Jogging is a prolonged and casual exercise, and this degree of physical exertion has been proven to lower your testosterone levels. As well as affecting performance in the bedroom, a lack of the hormone can be responsible for slow muscle recovery and an acute lack of energy. Which means that despite thinking that by taking it slow you’re having it easier, your body might be running itself into the ground.
Hormones help regulate our physiology and behaviour, and an imbalance can affect everything from respiration to digestion, metabolism and sensory perception.
Researchers at Laval University in Québec presented evidence suggesting that short, intense bouts of exercise were much better for maintaining ideal levels of testosterone. However, exercising more strenuously can affect the body in other adverse ways, so it is important to acknowledge the limits of your own body.
The Immune System
Dr. Zen P. Lin of the Mingdao University, Taiwan, published a report in 2010 displaying yet more evidence that extended sessions of leisurely exercise could be detrimental to one’s health. According to his study, not only can jogging affect your testosterone levels, it also has the potential to lower the defences of your immune system.
The study found that while shorter runs may raise the effectiveness of your immune system, “prolonged bouts of strenuous exercise cause a temporary depression of various aspects of immune function”. As a result, those jogging for longer than the recommended two to three hours a week are statistically more vulnerable to contagious diseases and illness.
Professional athletes, with their meticulously worked-out schedules and phalanxes of personal nutritionists are largely exempt from this – but for an average person, who doesn’t weigh out everything they eat and work out to a scientifically-formulated exercise schedule, too much jogging might be building your thighs, but harming your insides.
The more minor effects of running or jogging over long periods, many times a week, can mount up surprisingly quickly.
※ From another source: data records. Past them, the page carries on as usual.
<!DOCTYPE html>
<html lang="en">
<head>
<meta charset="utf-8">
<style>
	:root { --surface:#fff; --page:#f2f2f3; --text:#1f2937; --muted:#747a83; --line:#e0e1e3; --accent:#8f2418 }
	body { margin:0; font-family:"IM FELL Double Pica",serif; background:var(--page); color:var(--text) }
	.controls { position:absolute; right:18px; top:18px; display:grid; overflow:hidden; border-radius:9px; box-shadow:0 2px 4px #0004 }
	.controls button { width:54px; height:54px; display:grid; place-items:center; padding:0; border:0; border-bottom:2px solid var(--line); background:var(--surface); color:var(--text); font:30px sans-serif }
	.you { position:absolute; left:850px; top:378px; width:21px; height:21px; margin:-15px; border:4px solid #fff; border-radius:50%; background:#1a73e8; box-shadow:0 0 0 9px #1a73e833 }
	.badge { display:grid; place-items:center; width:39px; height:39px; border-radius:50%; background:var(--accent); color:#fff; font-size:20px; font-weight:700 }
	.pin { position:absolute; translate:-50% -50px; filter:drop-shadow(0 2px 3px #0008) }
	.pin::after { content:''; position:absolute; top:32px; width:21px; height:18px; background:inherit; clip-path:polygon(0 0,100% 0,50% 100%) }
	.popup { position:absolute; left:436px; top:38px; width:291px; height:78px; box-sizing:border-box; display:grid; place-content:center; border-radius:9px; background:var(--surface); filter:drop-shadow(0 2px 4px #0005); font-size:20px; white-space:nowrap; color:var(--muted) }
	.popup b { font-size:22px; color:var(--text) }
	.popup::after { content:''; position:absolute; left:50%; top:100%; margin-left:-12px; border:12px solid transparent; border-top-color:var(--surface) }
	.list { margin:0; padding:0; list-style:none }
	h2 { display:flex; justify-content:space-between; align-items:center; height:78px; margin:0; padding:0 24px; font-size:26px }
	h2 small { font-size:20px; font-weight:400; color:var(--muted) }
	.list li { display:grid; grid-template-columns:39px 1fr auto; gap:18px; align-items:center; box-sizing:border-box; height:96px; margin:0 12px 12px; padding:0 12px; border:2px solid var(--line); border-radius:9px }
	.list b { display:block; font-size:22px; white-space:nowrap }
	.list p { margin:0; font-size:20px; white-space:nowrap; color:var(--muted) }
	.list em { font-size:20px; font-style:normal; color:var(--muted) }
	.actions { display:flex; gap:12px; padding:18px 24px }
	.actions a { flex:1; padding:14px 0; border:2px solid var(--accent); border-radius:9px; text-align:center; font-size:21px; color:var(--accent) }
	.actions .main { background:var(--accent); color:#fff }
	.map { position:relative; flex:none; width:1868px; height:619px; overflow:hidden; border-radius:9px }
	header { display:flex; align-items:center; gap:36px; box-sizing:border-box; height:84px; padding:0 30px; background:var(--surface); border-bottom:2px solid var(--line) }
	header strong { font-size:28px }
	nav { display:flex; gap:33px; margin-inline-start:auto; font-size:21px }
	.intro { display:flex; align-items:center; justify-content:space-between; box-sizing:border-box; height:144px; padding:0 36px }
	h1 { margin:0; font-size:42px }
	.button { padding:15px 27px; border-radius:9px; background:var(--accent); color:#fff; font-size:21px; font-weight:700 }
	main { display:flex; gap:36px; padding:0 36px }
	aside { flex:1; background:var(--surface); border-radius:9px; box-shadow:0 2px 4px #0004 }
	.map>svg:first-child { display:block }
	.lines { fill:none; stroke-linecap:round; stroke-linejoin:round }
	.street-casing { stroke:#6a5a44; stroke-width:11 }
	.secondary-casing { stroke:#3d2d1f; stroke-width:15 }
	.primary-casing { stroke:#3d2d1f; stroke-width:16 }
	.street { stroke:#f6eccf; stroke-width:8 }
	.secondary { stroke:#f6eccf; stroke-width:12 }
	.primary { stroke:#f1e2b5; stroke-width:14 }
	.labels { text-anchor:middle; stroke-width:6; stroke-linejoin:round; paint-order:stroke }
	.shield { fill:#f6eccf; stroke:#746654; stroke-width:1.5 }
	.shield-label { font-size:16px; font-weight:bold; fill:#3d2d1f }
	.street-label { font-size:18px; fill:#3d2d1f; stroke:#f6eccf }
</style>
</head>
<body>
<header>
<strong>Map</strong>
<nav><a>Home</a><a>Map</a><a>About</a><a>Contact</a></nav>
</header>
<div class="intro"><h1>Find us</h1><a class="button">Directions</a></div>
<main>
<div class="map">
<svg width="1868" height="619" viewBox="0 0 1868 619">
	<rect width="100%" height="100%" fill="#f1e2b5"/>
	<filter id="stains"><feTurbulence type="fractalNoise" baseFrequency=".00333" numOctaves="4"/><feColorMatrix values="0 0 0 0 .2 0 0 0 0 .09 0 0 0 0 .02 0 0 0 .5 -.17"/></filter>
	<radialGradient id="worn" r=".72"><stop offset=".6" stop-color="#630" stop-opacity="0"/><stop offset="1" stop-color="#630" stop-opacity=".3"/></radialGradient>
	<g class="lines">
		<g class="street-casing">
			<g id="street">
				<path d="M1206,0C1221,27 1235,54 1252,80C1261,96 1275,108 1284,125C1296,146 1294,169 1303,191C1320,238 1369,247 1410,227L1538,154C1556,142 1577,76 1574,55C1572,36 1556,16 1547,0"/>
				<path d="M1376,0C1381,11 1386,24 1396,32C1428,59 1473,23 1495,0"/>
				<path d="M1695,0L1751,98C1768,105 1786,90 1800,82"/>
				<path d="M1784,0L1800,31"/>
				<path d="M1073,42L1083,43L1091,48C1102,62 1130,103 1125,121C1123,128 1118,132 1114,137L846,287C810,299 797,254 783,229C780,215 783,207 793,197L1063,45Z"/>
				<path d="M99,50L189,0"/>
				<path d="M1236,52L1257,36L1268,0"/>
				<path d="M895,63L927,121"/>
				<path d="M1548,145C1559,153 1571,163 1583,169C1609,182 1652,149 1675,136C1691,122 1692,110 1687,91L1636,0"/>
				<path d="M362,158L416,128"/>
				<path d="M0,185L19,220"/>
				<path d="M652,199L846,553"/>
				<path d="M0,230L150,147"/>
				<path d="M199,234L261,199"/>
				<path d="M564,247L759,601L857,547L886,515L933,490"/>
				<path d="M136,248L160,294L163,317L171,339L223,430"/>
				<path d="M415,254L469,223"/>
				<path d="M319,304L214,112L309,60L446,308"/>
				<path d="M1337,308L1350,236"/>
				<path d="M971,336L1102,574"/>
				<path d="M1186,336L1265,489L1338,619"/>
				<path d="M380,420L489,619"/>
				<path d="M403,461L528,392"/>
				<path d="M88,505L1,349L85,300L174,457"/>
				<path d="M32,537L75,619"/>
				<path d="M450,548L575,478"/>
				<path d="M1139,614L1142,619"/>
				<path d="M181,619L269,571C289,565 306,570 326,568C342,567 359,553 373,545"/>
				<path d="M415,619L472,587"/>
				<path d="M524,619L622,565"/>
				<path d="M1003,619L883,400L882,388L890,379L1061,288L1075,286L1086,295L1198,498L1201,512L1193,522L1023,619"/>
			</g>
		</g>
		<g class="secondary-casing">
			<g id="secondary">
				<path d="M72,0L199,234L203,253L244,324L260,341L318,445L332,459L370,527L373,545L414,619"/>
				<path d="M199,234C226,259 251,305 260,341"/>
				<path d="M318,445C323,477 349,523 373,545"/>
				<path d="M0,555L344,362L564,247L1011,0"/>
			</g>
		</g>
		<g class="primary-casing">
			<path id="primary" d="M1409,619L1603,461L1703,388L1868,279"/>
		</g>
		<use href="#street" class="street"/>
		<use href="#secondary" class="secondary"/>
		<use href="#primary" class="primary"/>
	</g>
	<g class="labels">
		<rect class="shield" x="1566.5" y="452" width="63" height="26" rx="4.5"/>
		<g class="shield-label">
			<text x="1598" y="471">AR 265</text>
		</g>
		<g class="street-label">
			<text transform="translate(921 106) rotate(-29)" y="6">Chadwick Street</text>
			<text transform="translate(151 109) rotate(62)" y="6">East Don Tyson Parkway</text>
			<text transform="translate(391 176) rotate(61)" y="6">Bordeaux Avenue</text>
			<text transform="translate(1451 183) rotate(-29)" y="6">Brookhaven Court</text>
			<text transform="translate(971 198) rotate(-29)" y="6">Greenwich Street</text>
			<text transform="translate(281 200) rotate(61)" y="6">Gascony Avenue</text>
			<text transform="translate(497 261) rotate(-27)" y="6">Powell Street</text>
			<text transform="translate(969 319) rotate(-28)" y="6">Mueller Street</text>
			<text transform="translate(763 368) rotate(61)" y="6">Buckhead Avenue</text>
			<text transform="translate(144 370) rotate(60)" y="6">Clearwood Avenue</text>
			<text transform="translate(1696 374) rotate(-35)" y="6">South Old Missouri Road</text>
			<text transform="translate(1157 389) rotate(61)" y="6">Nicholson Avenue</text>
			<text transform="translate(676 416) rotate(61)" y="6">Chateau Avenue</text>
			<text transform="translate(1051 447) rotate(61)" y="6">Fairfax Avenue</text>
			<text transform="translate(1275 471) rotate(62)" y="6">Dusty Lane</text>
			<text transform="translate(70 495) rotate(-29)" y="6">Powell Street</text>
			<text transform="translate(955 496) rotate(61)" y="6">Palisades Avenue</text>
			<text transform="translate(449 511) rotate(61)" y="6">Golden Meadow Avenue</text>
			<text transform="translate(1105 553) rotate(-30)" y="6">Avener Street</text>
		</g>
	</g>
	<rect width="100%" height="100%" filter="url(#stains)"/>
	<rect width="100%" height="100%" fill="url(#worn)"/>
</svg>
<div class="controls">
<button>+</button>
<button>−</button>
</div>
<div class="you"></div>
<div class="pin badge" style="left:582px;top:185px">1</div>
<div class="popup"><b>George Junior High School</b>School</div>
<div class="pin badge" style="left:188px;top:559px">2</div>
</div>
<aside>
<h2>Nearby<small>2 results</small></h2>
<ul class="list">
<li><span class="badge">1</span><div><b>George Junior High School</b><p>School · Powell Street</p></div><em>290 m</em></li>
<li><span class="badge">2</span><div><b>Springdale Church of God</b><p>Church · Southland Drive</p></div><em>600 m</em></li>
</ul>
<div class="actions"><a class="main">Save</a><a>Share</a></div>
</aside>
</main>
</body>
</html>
Your bad form may not be fatal on its own, but persistent repetition of a flawed stride may put unwanted pressure on blood vessels, or put misplaced weight onto joints.
‘Runner’s knee’ is a common complaint of the amateur jogger, and can wear down cartilage, reduce your body’s natural shock absortion and generally weaken two of your key joints. The condition can worsen if exercise is pursued regardless and may result in chronic pain attacks and permanent damage.
The ‘optimal dose’
Obviously running or jogging of any type cannot be branded ‘unhealthy’ by definition, as it is exercise and therefore will ultimately physically benefit you. However, Dr Martin Matsumura of the Cardiovascular Research Institute in Pennsylvania has observed that “what we still don’t understand is defining the optimal dose of running for health and longevity.”
So whilst your muscle mass may rise, and your cardio performance improve, there are many small-scale factors that are, nonetheless, damaging. And from joint erosion and falling testosterone levels to trapped nerves and a weaker immune system, these side effects may contribute to or aggravate considerably more serious problems.